David’s own learning experience reflects the scattered, underground nature of voguing in the UK:

DM: “With regards to my learning and training I have not really been under anyone. My learning and training came from studying videos on YouTube, reading material, contacting and chatting to several iconic, Legendary voguers such as Muhammad Omni, Dashaun Lanvin and my House Mother Princess Magnifique Royalty. When studying videos I made it a priority to study the original children from the 80s and 90s because I wanted to show and reflect the original art form and vocabulary of the dance style. There aren’t many of us in the London scene that truly vogue down, but of what I do know there is only a handful of us, maybe 6 to 8, being male and female.

“One of my favourite clubs to vogue down at is Madame JoJo’s in Soho. This club has always felt like a second home to me, this was in fact the club I first got a chance to vogue. My second favourite is a club called Birthdays, but only because a night called House Of Trax is held there almost every month and they play an amazing selection of vogue tracks and hold Vogue Nights, which of course I get down like crazy to. A big thank you to the organiser of the club night Matthew Thomas. But then again, whatever club you see me in you will find me voguing down to the ground getting my life!”

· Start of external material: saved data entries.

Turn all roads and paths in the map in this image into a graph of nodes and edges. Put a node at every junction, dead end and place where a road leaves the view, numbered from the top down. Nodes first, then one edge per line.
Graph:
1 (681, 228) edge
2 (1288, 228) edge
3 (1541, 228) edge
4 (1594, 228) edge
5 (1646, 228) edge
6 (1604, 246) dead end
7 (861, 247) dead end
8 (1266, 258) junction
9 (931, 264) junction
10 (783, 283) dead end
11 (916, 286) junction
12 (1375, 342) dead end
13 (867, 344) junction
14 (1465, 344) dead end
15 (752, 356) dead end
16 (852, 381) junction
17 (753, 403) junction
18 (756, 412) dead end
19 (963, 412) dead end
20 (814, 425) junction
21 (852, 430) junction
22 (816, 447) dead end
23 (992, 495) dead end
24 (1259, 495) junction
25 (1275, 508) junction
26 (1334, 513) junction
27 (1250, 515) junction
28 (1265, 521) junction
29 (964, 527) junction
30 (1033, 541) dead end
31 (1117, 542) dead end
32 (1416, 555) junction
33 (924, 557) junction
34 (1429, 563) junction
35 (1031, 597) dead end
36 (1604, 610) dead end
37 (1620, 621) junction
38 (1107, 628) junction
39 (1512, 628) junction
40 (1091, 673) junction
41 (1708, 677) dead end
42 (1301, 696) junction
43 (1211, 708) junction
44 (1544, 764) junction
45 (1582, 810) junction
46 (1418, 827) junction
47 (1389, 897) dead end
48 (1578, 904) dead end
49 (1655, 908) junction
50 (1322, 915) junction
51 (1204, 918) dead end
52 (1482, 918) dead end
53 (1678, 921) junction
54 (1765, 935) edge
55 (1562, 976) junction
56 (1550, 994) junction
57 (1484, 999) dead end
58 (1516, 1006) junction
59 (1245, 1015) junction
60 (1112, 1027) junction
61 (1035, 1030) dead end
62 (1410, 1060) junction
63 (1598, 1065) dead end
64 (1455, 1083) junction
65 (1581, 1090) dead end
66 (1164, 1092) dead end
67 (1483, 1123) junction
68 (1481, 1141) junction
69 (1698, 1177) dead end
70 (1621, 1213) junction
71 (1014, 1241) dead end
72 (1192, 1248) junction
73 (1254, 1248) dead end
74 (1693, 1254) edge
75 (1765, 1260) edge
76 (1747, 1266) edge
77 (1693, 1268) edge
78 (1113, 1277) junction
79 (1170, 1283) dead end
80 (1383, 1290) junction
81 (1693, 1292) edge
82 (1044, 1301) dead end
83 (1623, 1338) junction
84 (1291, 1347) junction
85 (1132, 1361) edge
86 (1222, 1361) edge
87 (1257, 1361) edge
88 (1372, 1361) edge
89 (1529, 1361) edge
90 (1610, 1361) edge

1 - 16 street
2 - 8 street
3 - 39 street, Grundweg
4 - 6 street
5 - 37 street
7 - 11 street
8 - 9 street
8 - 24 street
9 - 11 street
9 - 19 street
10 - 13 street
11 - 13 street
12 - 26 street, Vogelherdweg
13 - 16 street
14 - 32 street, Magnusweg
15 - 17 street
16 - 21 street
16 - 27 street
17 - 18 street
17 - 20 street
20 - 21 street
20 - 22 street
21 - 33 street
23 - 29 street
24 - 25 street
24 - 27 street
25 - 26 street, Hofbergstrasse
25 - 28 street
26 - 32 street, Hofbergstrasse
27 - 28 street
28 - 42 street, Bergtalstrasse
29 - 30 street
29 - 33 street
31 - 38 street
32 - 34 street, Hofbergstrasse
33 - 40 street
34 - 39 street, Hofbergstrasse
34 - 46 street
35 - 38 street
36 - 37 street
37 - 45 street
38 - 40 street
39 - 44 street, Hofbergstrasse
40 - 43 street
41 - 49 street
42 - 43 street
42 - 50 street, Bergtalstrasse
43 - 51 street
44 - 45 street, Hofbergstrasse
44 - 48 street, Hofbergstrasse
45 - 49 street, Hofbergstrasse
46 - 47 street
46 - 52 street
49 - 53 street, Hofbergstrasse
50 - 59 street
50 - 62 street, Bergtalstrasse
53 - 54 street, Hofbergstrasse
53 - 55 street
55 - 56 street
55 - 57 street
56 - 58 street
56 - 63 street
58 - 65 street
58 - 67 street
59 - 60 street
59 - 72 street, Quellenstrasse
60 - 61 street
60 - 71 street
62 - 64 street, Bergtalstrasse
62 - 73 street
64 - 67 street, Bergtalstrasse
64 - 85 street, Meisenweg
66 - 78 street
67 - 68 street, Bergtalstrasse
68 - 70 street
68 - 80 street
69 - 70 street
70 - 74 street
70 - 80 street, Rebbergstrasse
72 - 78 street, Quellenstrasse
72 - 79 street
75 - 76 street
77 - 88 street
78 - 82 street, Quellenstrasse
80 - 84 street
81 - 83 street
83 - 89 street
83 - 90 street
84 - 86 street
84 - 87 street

Ah, those guys again. Interestingly, the promoters and organisers of House Of Trax are straight and white, so I was curious to find out what attracted them to such a marginal culture:

Matthew Thomas: “We’re attracted to the raw energy of the whole ballroom culture, from the beginnings right up to where it’s at now.”

NC: You recently went to Vogue Knights and The Lates Ball [one of the best known annual functions] in New York. How were they? What is the difference between vogue in the US and the UK as you see it?

MT: “Vogue Knights and the Latex Ball were amazing. Seeing Mike and Vjuan on their home turf was super dope! It originated in the US so naturally a more developed culture lives there, and the UK can learn a lot, but there is a certain special energy that I have only seen in NYC so far.”

One aspect of modern ball culture that has yet to cross the pond is the vogue MC, also known as the commentator. At a recent gig in Berlin I shared the stage with MikeQ and Vjuan Allure, plus Vogue Knights commentator Jack Mizrahi. The energy and the atmosphere of having someone from the American scene on the mic helped the event, organised by Mvschi Kreuzberg for the Berlin Festival, really go off. It also helps the audience, not to mention the dancers, appreciate voguing as a fully fledged, immersive culture, not just a popularised dance fad from the late 80s, and not just something cool to look at in a club, but a way of life that takes the most divisive aspects of its parent cultures and turns them into something to be proud of and excited about. As well as the DJs, it would be great to see the MCs being booked here too – commentators like Jack, Kevin Prodigy, Gregg Evisu, Dashaun Wesley, Sugur Shane and lots more.

Although it’s still very small, and with a lot of catching up to do with our continental neighbours, there is a vogue scene here in the UK and it is growing and expanding, with the ballroom sound beginning to slowly infiltrate the more typical deep house sounds we know and love. Although it may never relive its Madonna-endorsed early 90s spike, vogue and house ball culture is perhaps in a much healthier position now than it was back then, with a solid, 30-year heritage to lean on and a new generation who treat it with respect. It still has some way to go, but as the UK is a country that openly embraces both queer culture and American music of black origin, I think it’s only a matter of time before we also fully embrace voguing and its cultural legacy.